This scenario is one specific case of a much broader family of calculations. Contoso has several stores all around the world, and each store has different departments, each one selling specific product categories. Departments are continuously updated: Some are opened, others are closed or renewed. When analyzing sales performance, it is important to compare like-for-like—that is, analyze the sales behavior of comparable departments. Otherwise, one might erroneously conclude that a department performed very poorly, just because for some time in the selected period it had been closed down.

The like-for-like concept can be tailored to every business. In this example, the requirement is to exclusively compare stores and product categories that have sales in the years considered for the analysis. For each product category, a report should solely include stores that have sales in the same years. Variations to this requirement might use the month or the week as granularity in the like-for-like comparison, without changing the approach described as follows.

For example, consider the report in Figure 16-5, which analyzes the sales of one product category (Audio) in German stores over three calendar years.
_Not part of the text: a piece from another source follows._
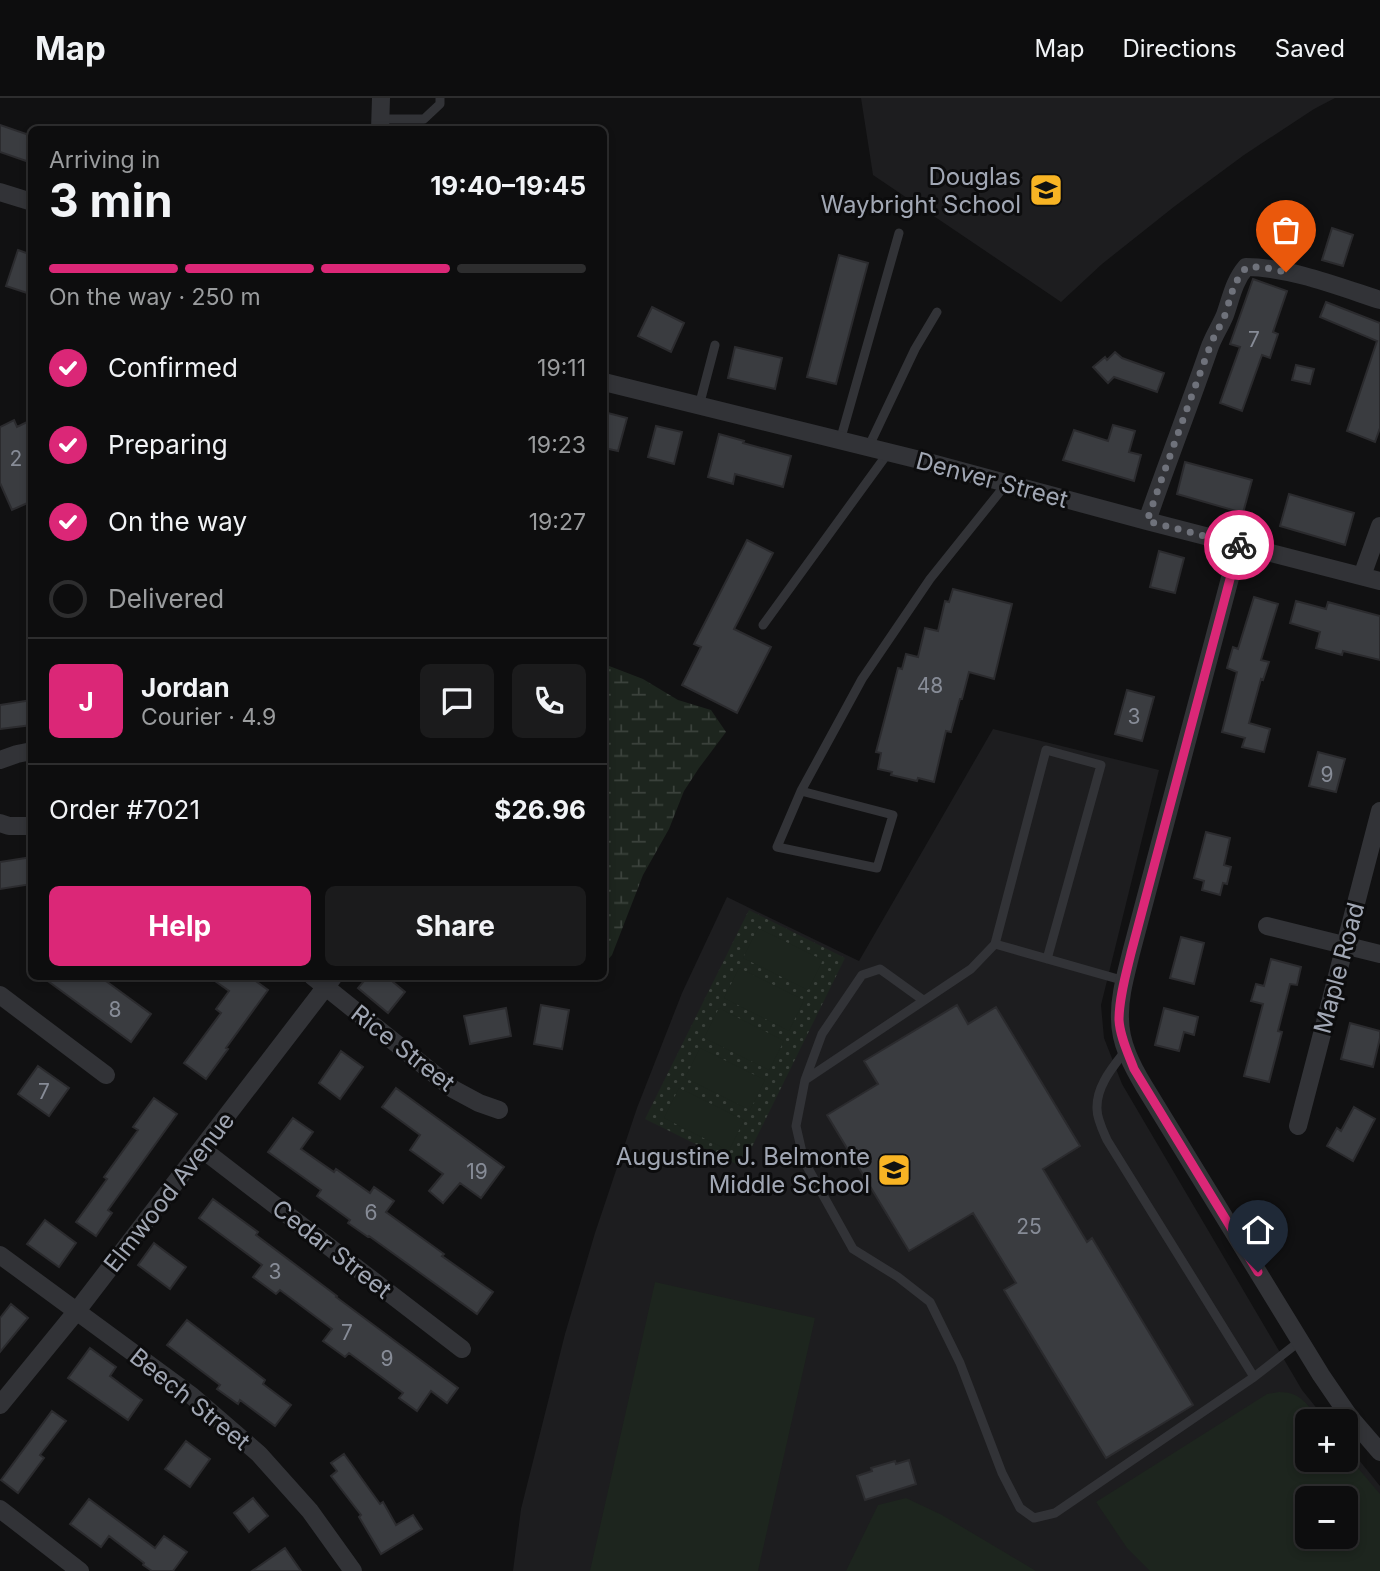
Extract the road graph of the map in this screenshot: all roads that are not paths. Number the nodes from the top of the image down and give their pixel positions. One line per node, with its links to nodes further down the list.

The Berlin store was closed in 2007. Out of the two stores in Koln, one was under maintenance in 2008; it was thus only open two out of the three years considered. In order to achieve a fair comparison of the values calculated, any analysis of sales trends needs to be restricted to stores within the selection that were always open.

Because the rules of a like-for-like comparison can be complex and require different types of adjustments, it is a good idea to store the status of the comparable elements in a separate table. This way, any complexity in the business logic will not affect the query performance but only the time required to refresh the status table. In this example, the *StoresStatus* table contains one row for each combination of year, category, and store, alongside with status, which can be Open or Closed. Figure 16-6 shows the status of the German stores, only showing the Open status and hiding the Closed status to improve readability.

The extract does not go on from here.